◆ What this task involves ◆
Exclude the pictures, then copy all remaining records exactly.

══ Data supplied ══

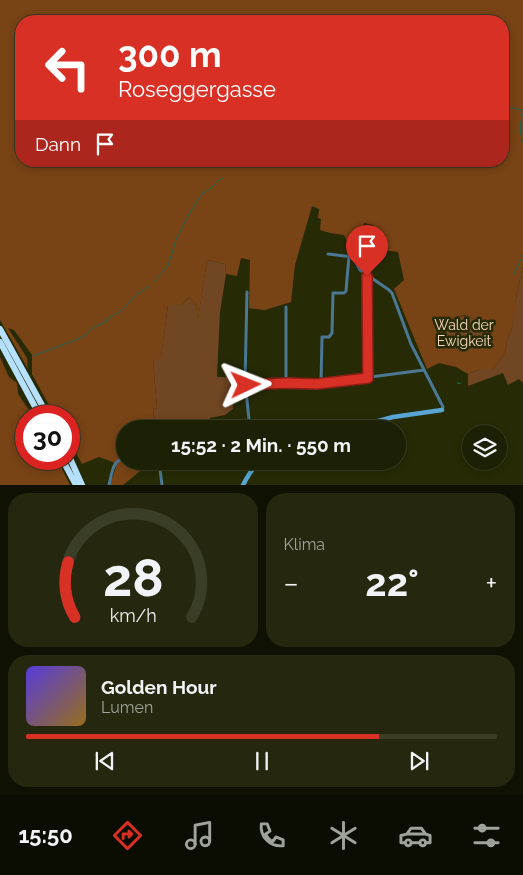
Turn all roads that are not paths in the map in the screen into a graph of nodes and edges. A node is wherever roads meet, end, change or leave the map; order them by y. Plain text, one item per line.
1 (328, 254) dead end
2 (348, 256) junction
3 (367, 276) junction
4 (247, 292) dead end
5 (286, 307) dead end
6 (0, 329) edge
7 (0, 342) edge
8 (424, 370) junction
9 (368, 378) junction
10 (286, 383) junction
11 (321, 383) junction
12 (246, 385) junction
13 (34, 405) edge
14 (42, 405) edge
15 (442, 410) joint
16 (249, 420) edge
17 (382, 420) edge
18 (116, 463) edge
19 (68, 470) edge
20 (75, 470) edge
21 (160, 470) edge
22 (253, 470) edge
23 (76, 485) edge
24 (82, 485) edge
25 (109, 485) edge
26 (162, 485) edge
27 (243, 485) edge

1 - 2 street
2 - 3 street
2 - 11 street
3 - 8 street
3 - 9 street
4 - 12 street
5 - 10 street
6 - 14 highway
7 - 13 highway
8 - 9 street
8 - 15 street
9 - 11 street
10 - 11 street
10 - 12 street
12 - 16 street
15 - 17 street
18 - 25 street
19 - 23 highway
20 - 24 highway
21 - 26 street
22 - 27 street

═══

◆ Answer to the problem ◆
Turn all roads that are not paths in the map in the screen into a graph of nodes and edges. A node is wherever roads meet, end, change or leave the map; order them by y. Plain text, one item per line.
1 (328, 254) dead end
2 (348, 256) junction
3 (367, 276) junction
4 (247, 292) dead end
5 (286, 307) dead end
6 (0, 329) edge
7 (0, 342) edge
8 (424, 370) junction
9 (368, 378) junction
10 (286, 383) junction
11 (321, 383) junction
12 (246, 385) junction
13 (34, 405) edge
14 (42, 405) edge
15 (442, 410) joint
16 (249, 420) edge
17 (382, 420) edge
18 (116, 463) edge
19 (68, 470) edge
20 (75, 470) edge
21 (160, 470) edge
22 (253, 470) edge
23 (76, 485) edge
24 (82, 485) edge
25 (109, 485) edge
26 (162, 485) edge
27 (243, 485) edge

1 - 2 street
2 - 3 street
2 - 11 street
3 - 8 street
3 - 9 street
4 - 12 street
5 - 10 street
6 - 14 highway
7 - 13 highway
8 - 9 street
8 - 15 street
9 - 11 street
10 - 11 street
10 - 12 street
12 - 16 street
15 - 17 street
18 - 25 street
19 - 23 highway
20 - 24 highway
21 - 26 street
22 - 27 street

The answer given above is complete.